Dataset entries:
******************************

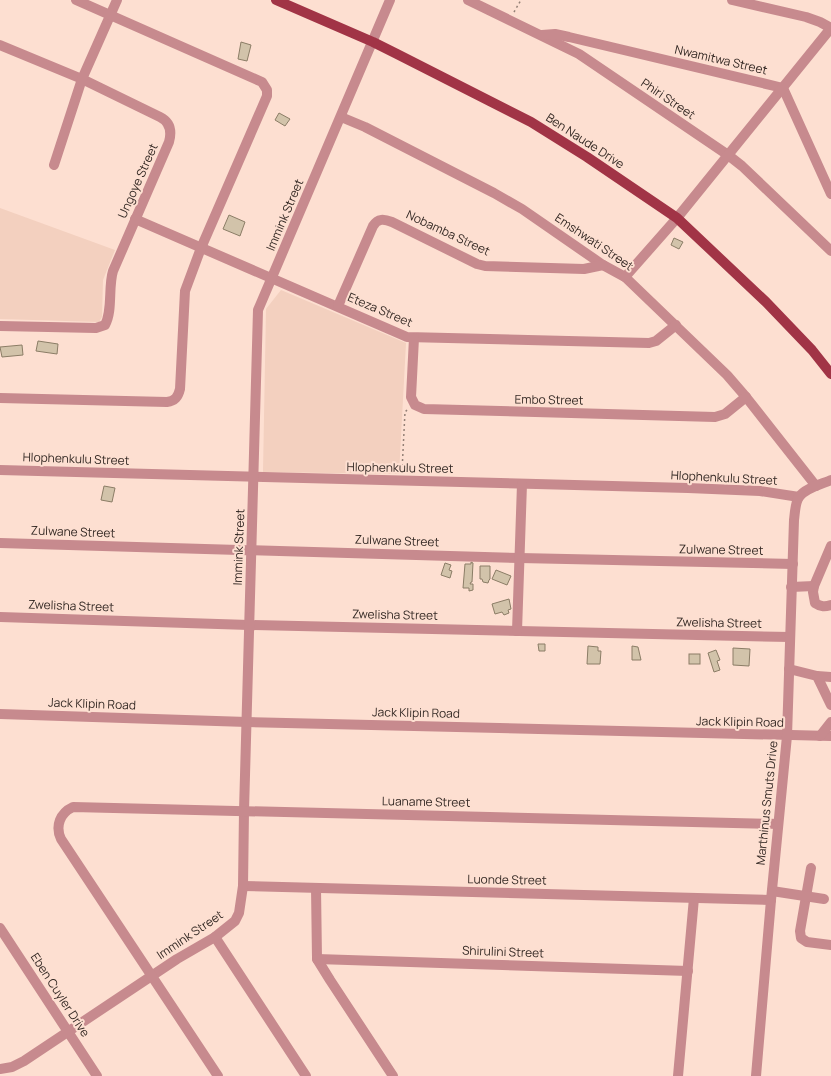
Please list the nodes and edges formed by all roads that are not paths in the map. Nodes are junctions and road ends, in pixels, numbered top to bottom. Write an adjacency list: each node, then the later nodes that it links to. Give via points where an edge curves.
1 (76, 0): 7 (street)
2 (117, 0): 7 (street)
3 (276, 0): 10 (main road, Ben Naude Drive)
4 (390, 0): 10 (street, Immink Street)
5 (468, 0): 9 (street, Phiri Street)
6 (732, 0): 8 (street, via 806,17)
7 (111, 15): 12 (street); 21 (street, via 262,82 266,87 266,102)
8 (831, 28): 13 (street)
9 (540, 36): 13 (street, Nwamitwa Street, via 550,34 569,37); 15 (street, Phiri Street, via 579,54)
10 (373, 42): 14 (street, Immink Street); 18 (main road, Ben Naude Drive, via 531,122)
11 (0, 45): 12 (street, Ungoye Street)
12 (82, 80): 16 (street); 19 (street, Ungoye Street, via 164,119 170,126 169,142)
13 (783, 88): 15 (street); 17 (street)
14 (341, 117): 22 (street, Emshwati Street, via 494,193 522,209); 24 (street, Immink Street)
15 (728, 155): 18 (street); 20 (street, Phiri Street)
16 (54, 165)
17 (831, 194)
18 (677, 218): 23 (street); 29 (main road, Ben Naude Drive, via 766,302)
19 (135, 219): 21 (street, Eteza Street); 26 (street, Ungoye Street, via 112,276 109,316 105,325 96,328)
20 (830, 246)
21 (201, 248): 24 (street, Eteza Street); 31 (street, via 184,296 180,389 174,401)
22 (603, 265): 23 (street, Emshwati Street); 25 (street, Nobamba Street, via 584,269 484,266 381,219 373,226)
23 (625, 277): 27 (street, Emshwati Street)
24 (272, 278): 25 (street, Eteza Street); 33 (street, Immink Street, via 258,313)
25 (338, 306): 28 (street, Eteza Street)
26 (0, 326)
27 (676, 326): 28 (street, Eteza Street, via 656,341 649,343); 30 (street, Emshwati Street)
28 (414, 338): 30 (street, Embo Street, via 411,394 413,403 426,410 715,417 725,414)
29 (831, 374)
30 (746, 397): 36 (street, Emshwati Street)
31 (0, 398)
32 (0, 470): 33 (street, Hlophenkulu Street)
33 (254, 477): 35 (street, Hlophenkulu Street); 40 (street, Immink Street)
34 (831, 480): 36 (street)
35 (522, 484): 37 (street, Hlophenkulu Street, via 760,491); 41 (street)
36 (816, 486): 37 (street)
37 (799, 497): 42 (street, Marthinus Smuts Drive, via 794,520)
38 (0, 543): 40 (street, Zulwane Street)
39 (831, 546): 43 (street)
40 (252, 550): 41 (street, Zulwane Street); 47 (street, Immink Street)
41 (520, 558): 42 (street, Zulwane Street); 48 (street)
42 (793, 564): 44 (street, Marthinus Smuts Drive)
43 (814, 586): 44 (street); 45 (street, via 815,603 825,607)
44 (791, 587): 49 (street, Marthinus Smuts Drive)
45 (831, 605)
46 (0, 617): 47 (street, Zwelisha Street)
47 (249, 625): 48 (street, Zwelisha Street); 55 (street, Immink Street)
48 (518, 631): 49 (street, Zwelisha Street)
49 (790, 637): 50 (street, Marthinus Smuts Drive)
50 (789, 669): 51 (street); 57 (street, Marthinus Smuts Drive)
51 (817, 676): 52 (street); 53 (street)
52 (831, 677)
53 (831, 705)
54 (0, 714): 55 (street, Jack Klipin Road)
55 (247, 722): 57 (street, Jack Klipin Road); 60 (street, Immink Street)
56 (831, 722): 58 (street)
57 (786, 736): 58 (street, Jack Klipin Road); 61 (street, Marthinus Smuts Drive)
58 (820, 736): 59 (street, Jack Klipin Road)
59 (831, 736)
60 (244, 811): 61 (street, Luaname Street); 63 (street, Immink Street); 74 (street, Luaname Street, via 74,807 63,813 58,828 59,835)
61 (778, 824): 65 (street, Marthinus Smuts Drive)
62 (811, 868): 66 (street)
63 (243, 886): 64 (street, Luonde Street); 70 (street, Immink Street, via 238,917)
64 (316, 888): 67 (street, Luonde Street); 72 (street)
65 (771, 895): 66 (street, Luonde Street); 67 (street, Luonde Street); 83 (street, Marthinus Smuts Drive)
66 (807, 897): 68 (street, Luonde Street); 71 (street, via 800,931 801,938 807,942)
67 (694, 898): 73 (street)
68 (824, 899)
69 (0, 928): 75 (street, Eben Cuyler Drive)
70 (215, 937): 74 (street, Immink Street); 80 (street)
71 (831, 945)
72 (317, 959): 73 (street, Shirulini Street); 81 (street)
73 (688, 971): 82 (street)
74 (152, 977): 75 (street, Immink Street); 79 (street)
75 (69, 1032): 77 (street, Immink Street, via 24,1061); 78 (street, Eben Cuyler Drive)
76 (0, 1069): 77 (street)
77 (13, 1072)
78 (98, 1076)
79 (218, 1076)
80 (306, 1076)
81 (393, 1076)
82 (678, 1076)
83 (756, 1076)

******************************

Assignment —
Tally the lines in the records that contain the word "Jack"; the answer is that number and nothing more.

Final answer —
4